2007:01:11:08:00. NO!: CAKE (#208, JAN 1 2007).
I suppose this is as good a place as any to talk about the show in general. Here's the thing: When you knowingly overpay for a new year's "event" show, you really oughtn't have any lingering ripped-off feelings afterwards. Somehow, whatever Milwaukee radio station put this show together managed to cause just that, however. Most of what was advertised for the show simply wasn't there. The first opening act, the Scarring Party, actually played a "pre-party" before the main show. The complimentary hors d'oeurves apparently didn't last until showtime. We'd read about tarot card readers somewhere, which didn't happen.

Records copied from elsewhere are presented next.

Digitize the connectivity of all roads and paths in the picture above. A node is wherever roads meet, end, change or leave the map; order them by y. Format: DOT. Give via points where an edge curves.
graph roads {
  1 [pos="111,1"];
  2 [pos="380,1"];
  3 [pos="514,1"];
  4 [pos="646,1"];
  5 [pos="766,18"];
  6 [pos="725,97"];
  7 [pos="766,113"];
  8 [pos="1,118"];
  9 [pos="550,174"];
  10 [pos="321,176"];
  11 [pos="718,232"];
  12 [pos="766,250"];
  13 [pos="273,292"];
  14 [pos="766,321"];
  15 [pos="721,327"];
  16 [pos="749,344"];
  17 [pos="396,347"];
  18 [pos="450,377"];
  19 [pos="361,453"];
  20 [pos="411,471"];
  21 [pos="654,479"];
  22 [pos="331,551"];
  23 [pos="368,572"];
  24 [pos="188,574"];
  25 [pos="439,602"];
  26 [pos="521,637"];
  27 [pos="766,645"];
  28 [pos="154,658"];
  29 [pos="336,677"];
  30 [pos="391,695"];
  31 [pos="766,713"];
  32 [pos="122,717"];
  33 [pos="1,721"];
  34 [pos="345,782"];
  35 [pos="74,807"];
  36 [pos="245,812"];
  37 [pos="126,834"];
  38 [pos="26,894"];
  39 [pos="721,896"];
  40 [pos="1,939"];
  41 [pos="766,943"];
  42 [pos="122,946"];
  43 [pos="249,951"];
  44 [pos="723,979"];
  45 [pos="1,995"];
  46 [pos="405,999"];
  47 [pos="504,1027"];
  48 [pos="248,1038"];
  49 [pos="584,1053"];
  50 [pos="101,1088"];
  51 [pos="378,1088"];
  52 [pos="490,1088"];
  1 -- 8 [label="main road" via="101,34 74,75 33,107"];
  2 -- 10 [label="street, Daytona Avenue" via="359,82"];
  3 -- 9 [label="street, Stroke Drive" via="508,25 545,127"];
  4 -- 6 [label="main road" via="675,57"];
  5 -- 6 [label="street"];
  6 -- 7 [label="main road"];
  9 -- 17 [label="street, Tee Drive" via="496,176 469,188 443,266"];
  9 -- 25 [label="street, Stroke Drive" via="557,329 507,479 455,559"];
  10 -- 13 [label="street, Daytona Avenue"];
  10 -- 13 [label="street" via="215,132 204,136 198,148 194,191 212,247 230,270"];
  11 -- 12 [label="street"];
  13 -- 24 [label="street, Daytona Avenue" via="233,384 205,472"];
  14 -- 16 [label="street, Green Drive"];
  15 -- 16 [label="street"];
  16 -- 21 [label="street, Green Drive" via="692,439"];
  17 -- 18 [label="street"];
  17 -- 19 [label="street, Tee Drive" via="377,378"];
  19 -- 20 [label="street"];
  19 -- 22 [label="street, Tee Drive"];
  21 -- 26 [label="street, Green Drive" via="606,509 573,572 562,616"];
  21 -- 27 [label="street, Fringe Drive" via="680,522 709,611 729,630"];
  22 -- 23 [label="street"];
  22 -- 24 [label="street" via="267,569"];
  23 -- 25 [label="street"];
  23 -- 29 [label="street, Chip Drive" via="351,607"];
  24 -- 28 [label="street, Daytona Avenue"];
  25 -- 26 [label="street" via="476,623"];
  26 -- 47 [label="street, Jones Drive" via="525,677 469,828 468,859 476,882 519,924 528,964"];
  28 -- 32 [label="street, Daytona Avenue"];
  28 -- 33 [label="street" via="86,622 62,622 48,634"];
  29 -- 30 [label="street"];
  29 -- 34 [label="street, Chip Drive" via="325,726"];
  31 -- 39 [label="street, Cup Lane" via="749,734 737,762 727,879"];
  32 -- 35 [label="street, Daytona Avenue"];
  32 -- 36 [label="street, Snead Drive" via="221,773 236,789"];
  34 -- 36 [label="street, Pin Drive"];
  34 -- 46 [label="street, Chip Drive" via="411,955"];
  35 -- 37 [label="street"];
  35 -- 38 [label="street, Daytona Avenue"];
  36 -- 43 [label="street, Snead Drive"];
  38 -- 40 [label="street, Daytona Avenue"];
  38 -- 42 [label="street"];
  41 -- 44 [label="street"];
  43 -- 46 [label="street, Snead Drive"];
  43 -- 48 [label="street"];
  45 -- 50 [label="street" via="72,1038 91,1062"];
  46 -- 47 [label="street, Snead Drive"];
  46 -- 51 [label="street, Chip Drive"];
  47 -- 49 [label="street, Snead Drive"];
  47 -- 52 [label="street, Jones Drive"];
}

The midnight champagne toast was apparently just for the band, who used the stroke of 2007 as an opportunity for an unannounced ten-minute break in their set. And, of course, cocktails were almost $8 at the bar. I guess what I'm saying is, if your MOR radio station wants to put on a show like this and not come through, fine, but please don't have your stupid morning zoo crew DJ's spend fully a half an hour on stage doing their schtick. I'd have gladly chipped in an extra $5 to not sit through that idiocy, which is the biggest reason I don't listen to the radio as it is. That said, please enjoy this cover of Bread's "The Guitar Man."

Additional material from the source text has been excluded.